You may be thinking, "How is there a case for recruiting international students from the Brazilian market with all of the uncertainties affecting the government and economy?" Well, now more than ever Brazilian students are seeking an international educational experience to gain global perspective and be more marketable in the highly competitive Brazilian job market.

According to the Institute of Internatinal Education Open Doors Report, in 2014, the U.S. received more than 13,000 Brazilian students, a 13% increase from 2013. In 2015, the U.S. received 23,675 students from Brazil, a 78.2% increase in just one year. And Brazil ranks as the 10th leading country sending students to North American universities. Universities in New York City and Calfornia historically have drawn the most Brazilian students. (Check out the report.)

One of the reasons Brazil has been sending more and more students is because of government investment in sponsorships.

The Brazilian government offers a specific scholarship program to undergraduate, graduate and PhD students called Science Without Borders. A joint effort of the Ministry of Education (MEC) and the Ministry of Science and Technology (MCT), “the program seeks to strengthen and expand the initiatives of science and technology, innovation and competitiveness through international mobility of undergraduate and graduate students and researchers."

See Intead's Blogpost from September 2014 on this topic here. Or listen to our Podcast about entering the Brazilian market with Vicki Seefeldt West, Senior Assistant Director of Undergraduate Admissions and International Student Recruitment at Ohio University from last January.

Students seeking education in the STEM areas (science, technology, engineering and math) are eligible for scholarship which allows students to study abroad for up to 12 months. The scholarship is tied to a promise to return to Brazil to complete their degree. The government is seeking to bring globally educated Brazilians back to Brazil.

Between 2011 and 2015 the government sponsored more than 70,000 students at top universities worldwide. This program partners with 26 countries, including the U.S. Learn more about the program and its benefits here.

However, because of economic and political tensions, the Brazilian government has been forced to drastically reduce the budget for its Science Without Borders program. But that does not mean that Brazilians with private funds for studying abroad are any less interested in the possibilities of an international education. And these students are more incentived than ever to stand out in the job market.

More and more students are finding that they need to differentiate themselves in order to be recognized by potential employers because Brazil's economic crisis.

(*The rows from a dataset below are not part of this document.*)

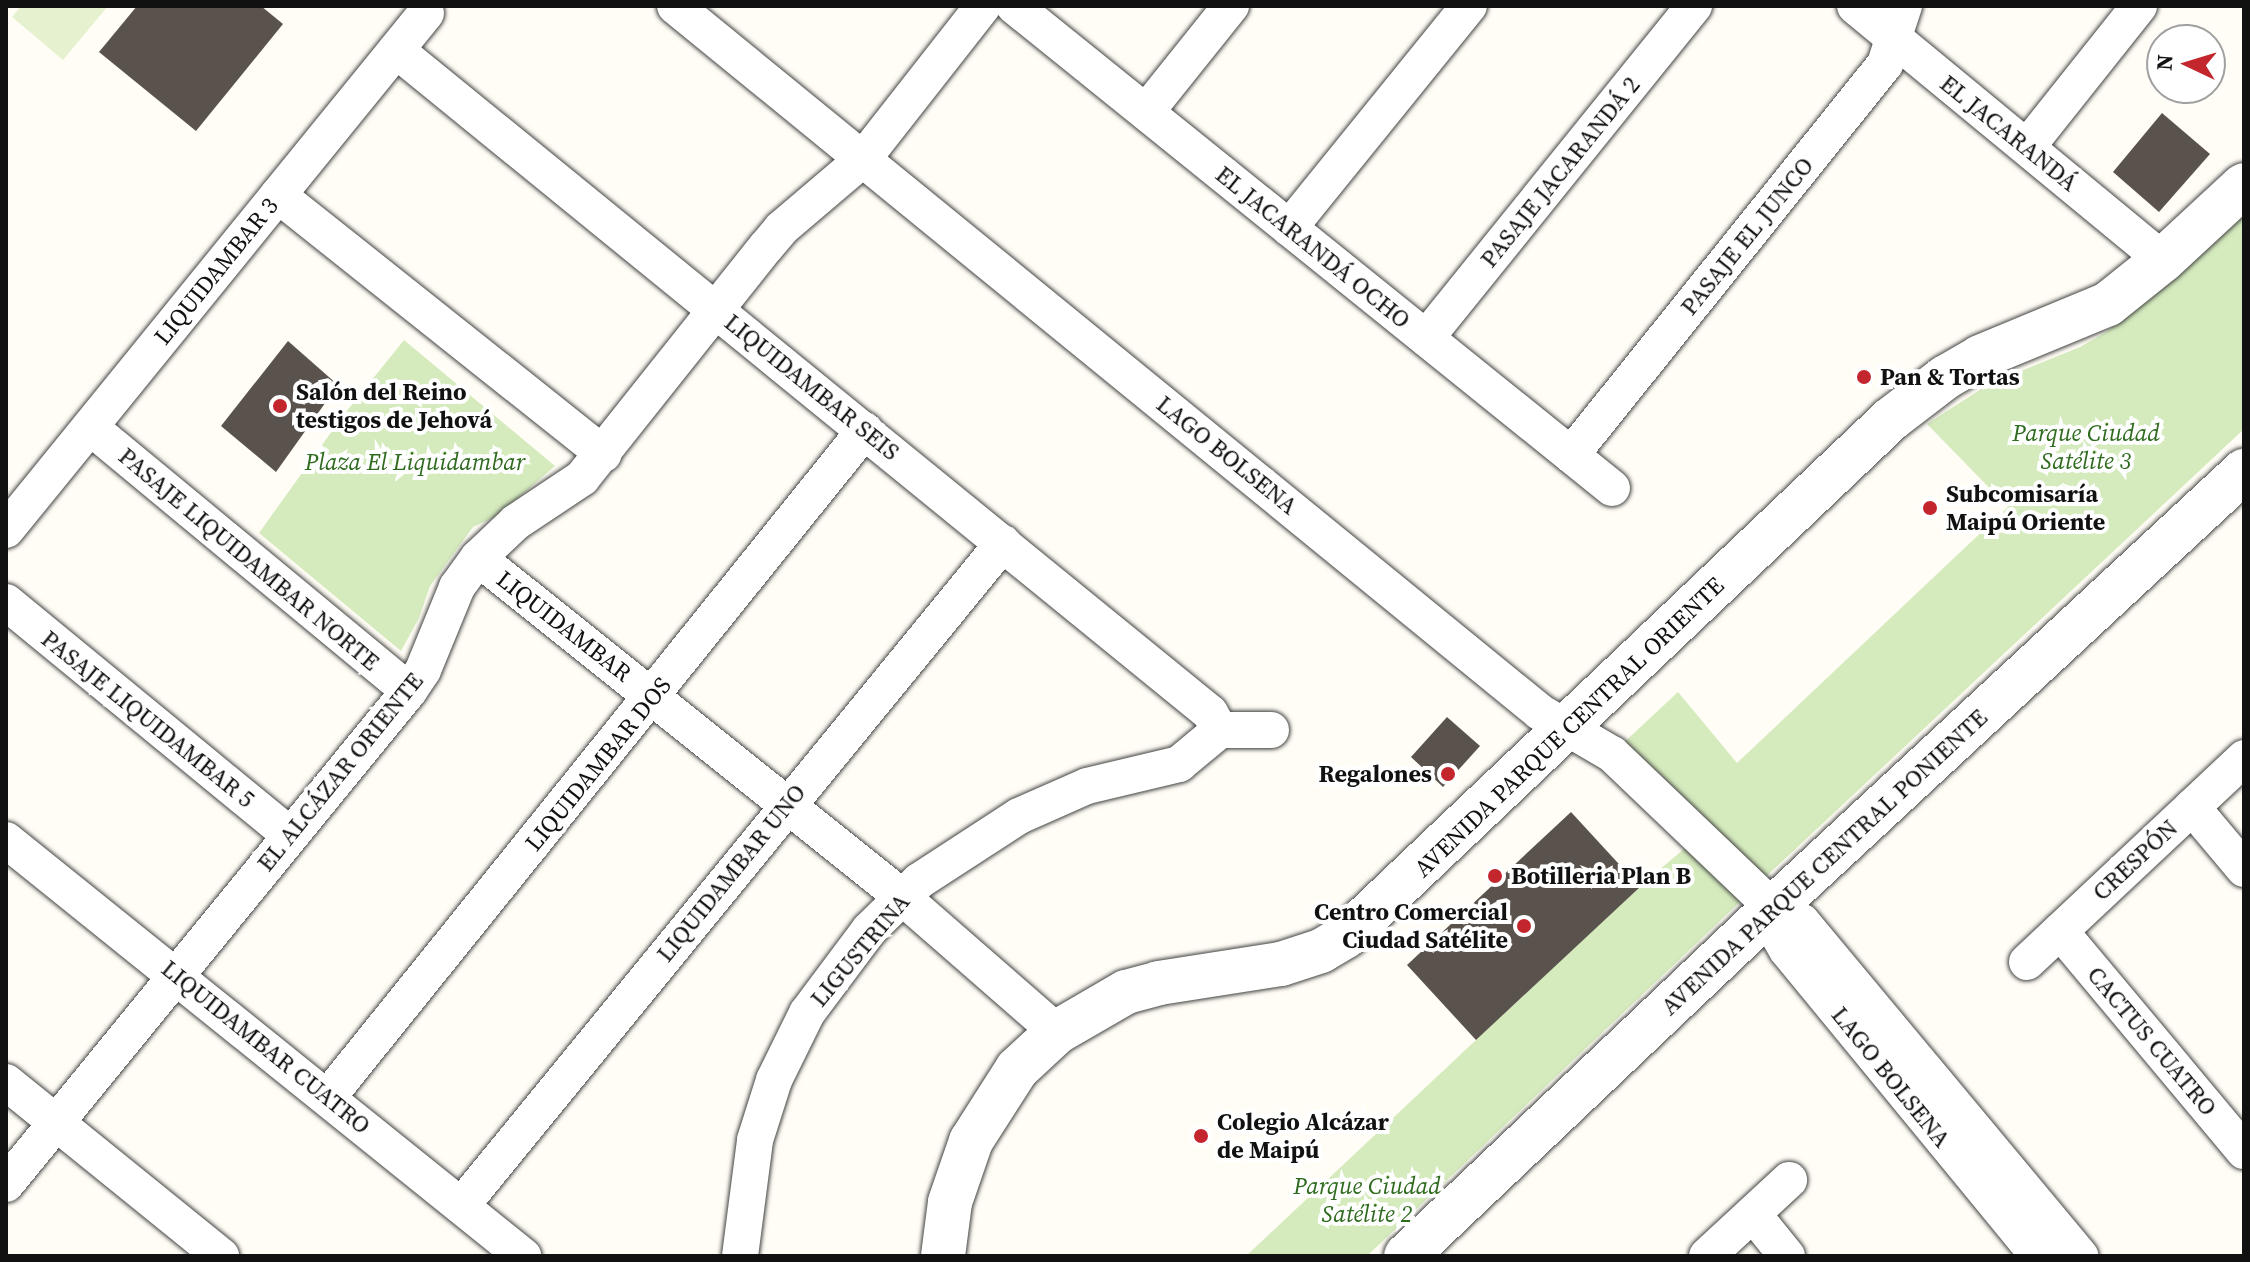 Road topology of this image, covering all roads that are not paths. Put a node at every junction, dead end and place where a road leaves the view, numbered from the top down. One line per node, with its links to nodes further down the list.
1 (675, 6): 14 (street, LAGO BOLSENA)
2 (983, 6): 14 (street, EL ALCÁZAR ORIENTE)
3 (1014, 6): 12 (street, EL JACARANDÁ OCHO)
4 (1231, 6): 12 (street)
5 (1469, 6): 17 (street)
6 (1694, 6): 20 (street, PASAJE JACARANDÁ 2)
7 (1855, 6): 10 (street, EL JACARANDÁ)
8 (2139, 6): 13 (street)
9 (426, 13): 11 (street, LIQUIDAMBAR 3)
10 (1899, 22): 13 (street, EL JACARANDÁ); 24 (street, PASAJE EL JUNCO)
11 (396, 50): 16 (street, LIQUIDAMBAR 3); 19 (street, LIQUIDAMBAR SEIS)
12 (1146, 112): 17 (street, EL JACARANDÁ OCHO)
13 (2027, 147): 18 (street, EL JACARANDÁ)
14 (863, 159): 19 (street, EL ALCÁZAR ORIENTE); 33 (street, LAGO BOLSENA)
15 (2244, 185): 18 (street, AVENIDA PARQUE CENTRAL ORIENTE)
16 (278, 195): 21 (street, LIQUIDAMBAR 3); 23 (street)
17 (1289, 228): 20 (street, EL JACARANDÁ OCHO)
18 (2163, 260): 33 (street, AVENIDA PARQUE CENTRAL ORIENTE)
19 (716, 309): 22 (street, LIQUIDAMBAR SEIS); 23 (street, EL ALCÁZAR ORIENTE)
20 (1426, 338): 24 (street, EL JACARANDÁ OCHO)
21 (90, 427): 27 (street, LIQUIDAMBAR 3); 31 (street, PASAJE LIQUIDAMBAR NORTE)
22 (865, 430): 28 (street, LIQUIDAMBAR SEIS); 32 (street, LIQUIDAMBAR DOS)
23 (604, 454): 29 (street, EL ALCÁZAR ORIENTE)
24 (1571, 455): 26 (street, EL JACARANDÁ OCHO)
25 (2244, 471): 43 (street, AVENIDA PARQUE CENTRAL PONIENTE)
26 (1612, 488)
27 (6, 530)
28 (1003, 543): 34 (street, LIQUIDAMBAR SEIS); 37 (street, LIQUIDAMBAR UNO)
29 (478, 558): 31 (street, EL ALCÁZAR ORIENTE); 32 (street, LIQUIDAMBAR)
30 (6, 602): 39 (street, PASAJE LIQUIDAMBAR 5)
31 (409, 691): 39 (street, EL ALCÁZAR ORIENTE)
32 (653, 696): 37 (street, LIQUIDAMBAR); 49 (street, LIQUIDAMBAR DOS)
33 (1568, 728): 43 (street, LAGO BOLSENA); 47 (street, AVENIDA PARQUE CENTRAL ORIENTE)
34 (1220, 730): 35 (street); 42 (street, LIGUSTRINA)
35 (1271, 730)
36 (2244, 758): 38 (street, CRESPÓN)
37 (785, 805): 42 (street, LIQUIDAMBAR); 54 (street, LIQUIDAMBAR UNO)
38 (2192, 807): 41 (street); 44 (street, CRESPÓN)
39 (290, 835): 46 (street, EL ALCÁZAR ORIENTE)
40 (6, 840): 46 (street, LIQUIDAMBAR CUATRO)
41 (2244, 869)
42 (901, 896): 47 (street, LIQUIDAMBAR); 59 (street, LIGUSTRINA)
43 (1773, 908): 56 (street, LAGO BOLSENA); 61 (street, AVENIDA PARQUE CENTRAL PONIENTE)
44 (2060, 931): 45 (street, CRESPÓN); 51 (street, CACTUS CUATRO)
45 (2027, 962)
46 (177, 975): 49 (street, LIQUIDAMBAR CUATRO); 50 (street, EL ALCÁZAR ORIENTE)
47 (1057, 1032): 60 (street, AVENIDA PARQUE CENTRAL ORIENTE)
48 (6, 1082): 50 (street)
49 (328, 1097): 54 (street, LIQUIDAMBAR CUATRO)
50 (56, 1122): 53 (street, EL ALCÁZAR ORIENTE); 57 (street)
51 (2244, 1151)
52 (1789, 1180): 55 (street)
53 (6, 1184)
54 (462, 1205): 58 (street, LIQUIDAMBAR CUATRO)
55 (1753, 1214): 62 (street); 63 (street)
56 (2037, 1237): 64 (street, LAGO BOLSENA)
57 (221, 1256)
58 (523, 1256)
59 (740, 1256)
60 (943, 1256)
61 (1406, 1256)
62 (1707, 1256)
63 (1787, 1256)
64 (2080, 1256)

Jobs and interviews are more competitive than ever. My personal experiences studying and working abroad have given me an edge in the interviews I have been on since my return to Brazil after living in New York City for a year. Between my university experience and my work for Intead, I am ahead of the game.

This kind of international experience, studying, working and living outside of Brazil, is something that employers in-country take notice of. People with these international experiences have practice speaking other languages, have a larger world view and have had exposure to businesses all over the world—an essential reason students in Brazil are eager to study and work abroad.

One of the differences between the U.S. and Brazil is the unique courses that are offered by U.S. universities. One of the courses I took was in international business. In Brazil, courses like these are not offered often or with much variety. Brazilian students are often looking for courses that will help them expand their worldview, and make them more marketable to employers.

In my interviews, recruiters have taken notice of my international travel, my working experience and my English skills. They are intrigued to know more about what I learned, how and why my experience was so rewarding and how I can apply the skills and experiences to the job and the company in Brazil.

There are international student recruiting opportunities in my country. There are students with financial capacity looking for a competitive edge. Given Brazil’s past growth in student mobility, I foresee the growth trend continuing even if at a slower pace. It's hard to beat 78% growth ;-).